[[ RECORDS FOR THE TASK, beginning ]]
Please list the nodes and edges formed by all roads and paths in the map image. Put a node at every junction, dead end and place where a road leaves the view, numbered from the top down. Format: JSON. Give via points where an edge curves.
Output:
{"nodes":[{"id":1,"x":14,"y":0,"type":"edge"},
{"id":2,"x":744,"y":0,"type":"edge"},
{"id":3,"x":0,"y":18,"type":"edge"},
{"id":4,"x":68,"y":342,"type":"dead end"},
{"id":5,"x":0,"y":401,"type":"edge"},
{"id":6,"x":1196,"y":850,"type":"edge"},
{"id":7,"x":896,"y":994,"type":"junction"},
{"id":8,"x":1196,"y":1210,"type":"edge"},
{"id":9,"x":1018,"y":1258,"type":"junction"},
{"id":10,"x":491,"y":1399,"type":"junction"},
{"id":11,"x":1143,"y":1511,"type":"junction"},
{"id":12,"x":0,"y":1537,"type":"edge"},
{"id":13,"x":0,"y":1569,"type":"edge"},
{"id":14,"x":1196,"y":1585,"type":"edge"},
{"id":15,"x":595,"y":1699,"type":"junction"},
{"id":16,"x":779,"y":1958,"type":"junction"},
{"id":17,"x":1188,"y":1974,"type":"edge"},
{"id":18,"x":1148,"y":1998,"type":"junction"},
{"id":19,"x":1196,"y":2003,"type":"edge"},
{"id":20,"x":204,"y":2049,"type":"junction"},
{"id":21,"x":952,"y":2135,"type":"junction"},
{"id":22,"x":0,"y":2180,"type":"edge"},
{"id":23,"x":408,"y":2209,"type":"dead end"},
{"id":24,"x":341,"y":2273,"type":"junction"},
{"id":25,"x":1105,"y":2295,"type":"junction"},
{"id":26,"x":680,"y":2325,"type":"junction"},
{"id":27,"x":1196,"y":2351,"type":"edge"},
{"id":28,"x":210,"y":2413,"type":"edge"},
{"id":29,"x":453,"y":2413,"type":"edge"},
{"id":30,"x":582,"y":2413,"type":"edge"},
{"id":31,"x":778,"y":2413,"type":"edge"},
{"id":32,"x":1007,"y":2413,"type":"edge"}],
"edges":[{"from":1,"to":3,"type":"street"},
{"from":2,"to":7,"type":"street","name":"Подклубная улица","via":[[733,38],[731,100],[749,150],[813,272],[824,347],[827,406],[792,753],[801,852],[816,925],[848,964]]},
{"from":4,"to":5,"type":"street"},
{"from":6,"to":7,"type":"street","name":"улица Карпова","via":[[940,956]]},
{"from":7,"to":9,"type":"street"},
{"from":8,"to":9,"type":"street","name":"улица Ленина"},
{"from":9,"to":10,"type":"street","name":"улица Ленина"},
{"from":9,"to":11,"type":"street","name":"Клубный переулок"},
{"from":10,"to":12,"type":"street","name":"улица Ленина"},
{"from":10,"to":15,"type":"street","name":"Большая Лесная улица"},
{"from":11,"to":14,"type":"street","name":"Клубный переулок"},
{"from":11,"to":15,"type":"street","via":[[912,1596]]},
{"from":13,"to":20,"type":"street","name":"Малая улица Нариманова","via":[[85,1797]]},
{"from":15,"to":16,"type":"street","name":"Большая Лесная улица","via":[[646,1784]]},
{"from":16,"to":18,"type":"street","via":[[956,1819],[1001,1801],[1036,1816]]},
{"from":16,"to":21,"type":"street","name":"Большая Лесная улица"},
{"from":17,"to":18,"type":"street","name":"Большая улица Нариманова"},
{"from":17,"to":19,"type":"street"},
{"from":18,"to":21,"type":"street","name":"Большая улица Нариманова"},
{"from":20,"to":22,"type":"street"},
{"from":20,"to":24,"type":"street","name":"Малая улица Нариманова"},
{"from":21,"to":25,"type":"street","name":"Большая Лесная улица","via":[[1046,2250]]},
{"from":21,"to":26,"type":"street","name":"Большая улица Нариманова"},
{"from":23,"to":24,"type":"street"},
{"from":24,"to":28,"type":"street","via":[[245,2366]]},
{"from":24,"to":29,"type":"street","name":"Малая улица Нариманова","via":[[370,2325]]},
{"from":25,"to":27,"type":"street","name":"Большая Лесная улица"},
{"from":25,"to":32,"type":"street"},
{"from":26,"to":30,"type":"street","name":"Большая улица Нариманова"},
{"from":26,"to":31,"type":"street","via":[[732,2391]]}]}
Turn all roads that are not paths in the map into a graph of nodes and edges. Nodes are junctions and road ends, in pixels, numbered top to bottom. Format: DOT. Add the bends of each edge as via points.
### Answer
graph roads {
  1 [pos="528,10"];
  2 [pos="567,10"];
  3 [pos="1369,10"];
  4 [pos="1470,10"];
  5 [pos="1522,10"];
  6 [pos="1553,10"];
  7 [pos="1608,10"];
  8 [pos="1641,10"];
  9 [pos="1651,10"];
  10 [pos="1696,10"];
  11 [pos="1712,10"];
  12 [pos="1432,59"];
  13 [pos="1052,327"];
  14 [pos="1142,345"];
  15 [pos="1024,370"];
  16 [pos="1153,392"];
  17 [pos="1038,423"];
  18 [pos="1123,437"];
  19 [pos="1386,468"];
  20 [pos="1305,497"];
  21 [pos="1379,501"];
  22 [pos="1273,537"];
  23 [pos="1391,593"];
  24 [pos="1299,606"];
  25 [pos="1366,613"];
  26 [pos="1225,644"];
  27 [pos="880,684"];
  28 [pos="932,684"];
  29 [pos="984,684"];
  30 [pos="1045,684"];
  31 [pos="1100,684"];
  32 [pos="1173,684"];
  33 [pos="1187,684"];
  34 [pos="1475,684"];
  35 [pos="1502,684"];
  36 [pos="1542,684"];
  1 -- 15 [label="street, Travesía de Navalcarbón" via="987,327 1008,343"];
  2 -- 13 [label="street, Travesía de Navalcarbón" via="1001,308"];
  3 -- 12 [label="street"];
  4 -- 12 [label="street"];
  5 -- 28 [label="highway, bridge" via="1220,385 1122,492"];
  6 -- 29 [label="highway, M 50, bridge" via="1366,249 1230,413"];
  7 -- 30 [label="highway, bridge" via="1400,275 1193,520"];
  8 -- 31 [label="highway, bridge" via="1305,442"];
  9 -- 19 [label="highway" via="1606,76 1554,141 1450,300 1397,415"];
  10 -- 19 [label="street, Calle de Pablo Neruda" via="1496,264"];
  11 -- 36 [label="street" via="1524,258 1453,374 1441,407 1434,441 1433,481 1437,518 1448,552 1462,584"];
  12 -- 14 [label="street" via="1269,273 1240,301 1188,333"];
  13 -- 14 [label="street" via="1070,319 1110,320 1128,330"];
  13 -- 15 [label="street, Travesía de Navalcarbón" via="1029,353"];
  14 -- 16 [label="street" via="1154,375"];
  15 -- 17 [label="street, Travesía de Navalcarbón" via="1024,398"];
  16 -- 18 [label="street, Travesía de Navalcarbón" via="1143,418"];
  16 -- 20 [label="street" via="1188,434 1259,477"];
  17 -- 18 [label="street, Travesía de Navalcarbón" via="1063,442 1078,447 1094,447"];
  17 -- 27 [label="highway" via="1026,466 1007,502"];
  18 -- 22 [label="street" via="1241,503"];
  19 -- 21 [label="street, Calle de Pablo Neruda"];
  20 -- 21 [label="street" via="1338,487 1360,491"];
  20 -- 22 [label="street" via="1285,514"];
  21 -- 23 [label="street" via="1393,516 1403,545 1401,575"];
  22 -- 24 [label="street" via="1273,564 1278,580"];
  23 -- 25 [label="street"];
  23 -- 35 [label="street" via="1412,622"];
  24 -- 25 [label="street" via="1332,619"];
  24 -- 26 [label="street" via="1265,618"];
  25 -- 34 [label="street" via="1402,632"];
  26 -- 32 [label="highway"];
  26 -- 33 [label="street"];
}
[[ RECORDS FOR THE TASK, end ]]
- _PROMPT_
Reproduce each record above exactly, keeping every word as it stands.

- _TASK ANSWER_
Please list the nodes and edges formed by all roads and paths in the map image. Put a node at every junction, dead end and place where a road leaves the view, numbered from the top down. Format: JSON. Give via points where an edge curves.
Output:
{"nodes":[{"id":1,"x":14,"y":0,"type":"edge"},
{"id":2,"x":744,"y":0,"type":"edge"},
{"id":3,"x":0,"y":18,"type":"edge"},
{"id":4,"x":68,"y":342,"type":"dead end"},
{"id":5,"x":0,"y":401,"type":"edge"},
{"id":6,"x":1196,"y":850,"type":"edge"},
{"id":7,"x":896,"y":994,"type":"junction"},
{"id":8,"x":1196,"y":1210,"type":"edge"},
{"id":9,"x":1018,"y":1258,"type":"junction"},
{"id":10,"x":491,"y":1399,"type":"junction"},
{"id":11,"x":1143,"y":1511,"type":"junction"},
{"id":12,"x":0,"y":1537,"type":"edge"},
{"id":13,"x":0,"y":1569,"type":"edge"},
{"id":14,"x":1196,"y":1585,"type":"edge"},
{"id":15,"x":595,"y":1699,"type":"junction"},
{"id":16,"x":779,"y":1958,"type":"junction"},
{"id":17,"x":1188,"y":1974,"type":"edge"},
{"id":18,"x":1148,"y":1998,"type":"junction"},
{"id":19,"x":1196,"y":2003,"type":"edge"},
{"id":20,"x":204,"y":2049,"type":"junction"},
{"id":21,"x":952,"y":2135,"type":"junction"},
{"id":22,"x":0,"y":2180,"type":"edge"},
{"id":23,"x":408,"y":2209,"type":"dead end"},
{"id":24,"x":341,"y":2273,"type":"junction"},
{"id":25,"x":1105,"y":2295,"type":"junction"},
{"id":26,"x":680,"y":2325,"type":"junction"},
{"id":27,"x":1196,"y":2351,"type":"edge"},
{"id":28,"x":210,"y":2413,"type":"edge"},
{"id":29,"x":453,"y":2413,"type":"edge"},
{"id":30,"x":582,"y":2413,"type":"edge"},
{"id":31,"x":778,"y":2413,"type":"edge"},
{"id":32,"x":1007,"y":2413,"type":"edge"}],
"edges":[{"from":1,"to":3,"type":"street"},
{"from":2,"to":7,"type":"street","name":"Подклубная улица","via":[[733,38],[731,100],[749,150],[813,272],[824,347],[827,406],[792,753],[801,852],[816,925],[848,964]]},
{"from":4,"to":5,"type":"street"},
{"from":6,"to":7,"type":"street","name":"улица Карпова","via":[[940,956]]},
{"from":7,"to":9,"type":"street"},
{"from":8,"to":9,"type":"street","name":"улица Ленина"},
{"from":9,"to":10,"type":"street","name":"улица Ленина"},
{"from":9,"to":11,"type":"street","name":"Клубный переулок"},
{"from":10,"to":12,"type":"street","name":"улица Ленина"},
{"from":10,"to":15,"type":"street","name":"Большая Лесная улица"},
{"from":11,"to":14,"type":"street","name":"Клубный переулок"},
{"from":11,"to":15,"type":"street","via":[[912,1596]]},
{"from":13,"to":20,"type":"street","name":"Малая улица Нариманова","via":[[85,1797]]},
{"from":15,"to":16,"type":"street","name":"Большая Лесная улица","via":[[646,1784]]},
{"from":16,"to":18,"type":"street","via":[[956,1819],[1001,1801],[1036,1816]]},
{"from":16,"to":21,"type":"street","name":"Большая Лесная улица"},
{"from":17,"to":18,"type":"street","name":"Большая улица Нариманова"},
{"from":17,"to":19,"type":"street"},
{"from":18,"to":21,"type":"street","name":"Большая улица Нариманова"},
{"from":20,"to":22,"type":"street"},
{"from":20,"to":24,"type":"street","name":"Малая улица Нариманова"},
{"from":21,"to":25,"type":"street","name":"Большая Лесная улица","via":[[1046,2250]]},
{"from":21,"to":26,"type":"street","name":"Большая улица Нариманова"},
{"from":23,"to":24,"type":"street"},
{"from":24,"to":28,"type":"street","via":[[245,2366]]},
{"from":24,"to":29,"type":"street","name":"Малая улица Нариманова","via":[[370,2325]]},
{"from":25,"to":27,"type":"street","name":"Большая Лесная улица"},
{"from":25,"to":32,"type":"street"},
{"from":26,"to":30,"type":"street","name":"Большая улица Нариманова"},
{"from":26,"to":31,"type":"street","via":[[732,2391]]}]}
Turn all roads that are not paths in the map into a graph of nodes and edges. Nodes are junctions and road ends, in pixels, numbered top to bottom. Format: DOT. Add the bends of each edge as via points.
### Answer
graph roads {
  1 [pos="528,10"];
  2 [pos="567,10"];
  3 [pos="1369,10"];
  4 [pos="1470,10"];
  5 [pos="1522,10"];
  6 [pos="1553,10"];
  7 [pos="1608,10"];
  8 [pos="1641,10"];
  9 [pos="1651,10"];
  10 [pos="1696,10"];
  11 [pos="1712,10"];
  12 [pos="1432,59"];
  13 [pos="1052,327"];
  14 [pos="1142,345"];
  15 [pos="1024,370"];
  16 [pos="1153,392"];
  17 [pos="1038,423"];
  18 [pos="1123,437"];
  19 [pos="1386,468"];
  20 [pos="1305,497"];
  21 [pos="1379,501"];
  22 [pos="1273,537"];
  23 [pos="1391,593"];
  24 [pos="1299,606"];
  25 [pos="1366,613"];
  26 [pos="1225,644"];
  27 [pos="880,684"];
  28 [pos="932,684"];
  29 [pos="984,684"];
  30 [pos="1045,684"];
  31 [pos="1100,684"];
  32 [pos="1173,684"];
  33 [pos="1187,684"];
  34 [pos="1475,684"];
  35 [pos="1502,684"];
  36 [pos="1542,684"];
  1 -- 15 [label="street, Travesía de Navalcarbón" via="987,327 1008,343"];
  2 -- 13 [label="street, Travesía de Navalcarbón" via="1001,308"];
  3 -- 12 [label="street"];
  4 -- 12 [label="street"];
  5 -- 28 [label="highway, bridge" via="1220,385 1122,492"];
  6 -- 29 [label="highway, M 50, bridge" via="1366,249 1230,413"];
  7 -- 30 [label="highway, bridge" via="1400,275 1193,520"];
  8 -- 31 [label="highway, bridge" via="1305,442"];
  9 -- 19 [label="highway" via="1606,76 1554,141 1450,300 1397,415"];
  10 -- 19 [label="street, Calle de Pablo Neruda" via="1496,264"];
  11 -- 36 [label="street" via="1524,258 1453,374 1441,407 1434,441 1433,481 1437,518 1448,552 1462,584"];
  12 -- 14 [label="street" via="1269,273 1240,301 1188,333"];
  13 -- 14 [label="street" via="1070,319 1110,320 1128,330"];
  13 -- 15 [label="street, Travesía de Navalcarbón" via="1029,353"];
  14 -- 16 [label="street" via="1154,375"];
  15 -- 17 [label="street, Travesía de Navalcarbón" via="1024,398"];
  16 -- 18 [label="street, Travesía de Navalcarbón" via="1143,418"];
  16 -- 20 [label="street" via="1188,434 1259,477"];
  17 -- 18 [label="street, Travesía de Navalcarbón" via="1063,442 1078,447 1094,447"];
  17 -- 27 [label="highway" via="1026,466 1007,502"];
  18 -- 22 [label="street" via="1241,503"];
  19 -- 21 [label="street, Calle de Pablo Neruda"];
  20 -- 21 [label="street" via="1338,487 1360,491"];
  20 -- 22 [label="street" via="1285,514"];
  21 -- 23 [label="street" via="1393,516 1403,545 1401,575"];
  22 -- 24 [label="street" via="1273,564 1278,580"];
  23 -- 25 [label="street"];
  23 -- 35 [label="street" via="1412,622"];
  24 -- 25 [label="street" via="1332,619"];
  24 -- 26 [label="street" via="1265,618"];
  25 -- 34 [label="street" via="1402,632"];
  26 -- 32 [label="highway"];
  26 -- 33 [label="street"];
}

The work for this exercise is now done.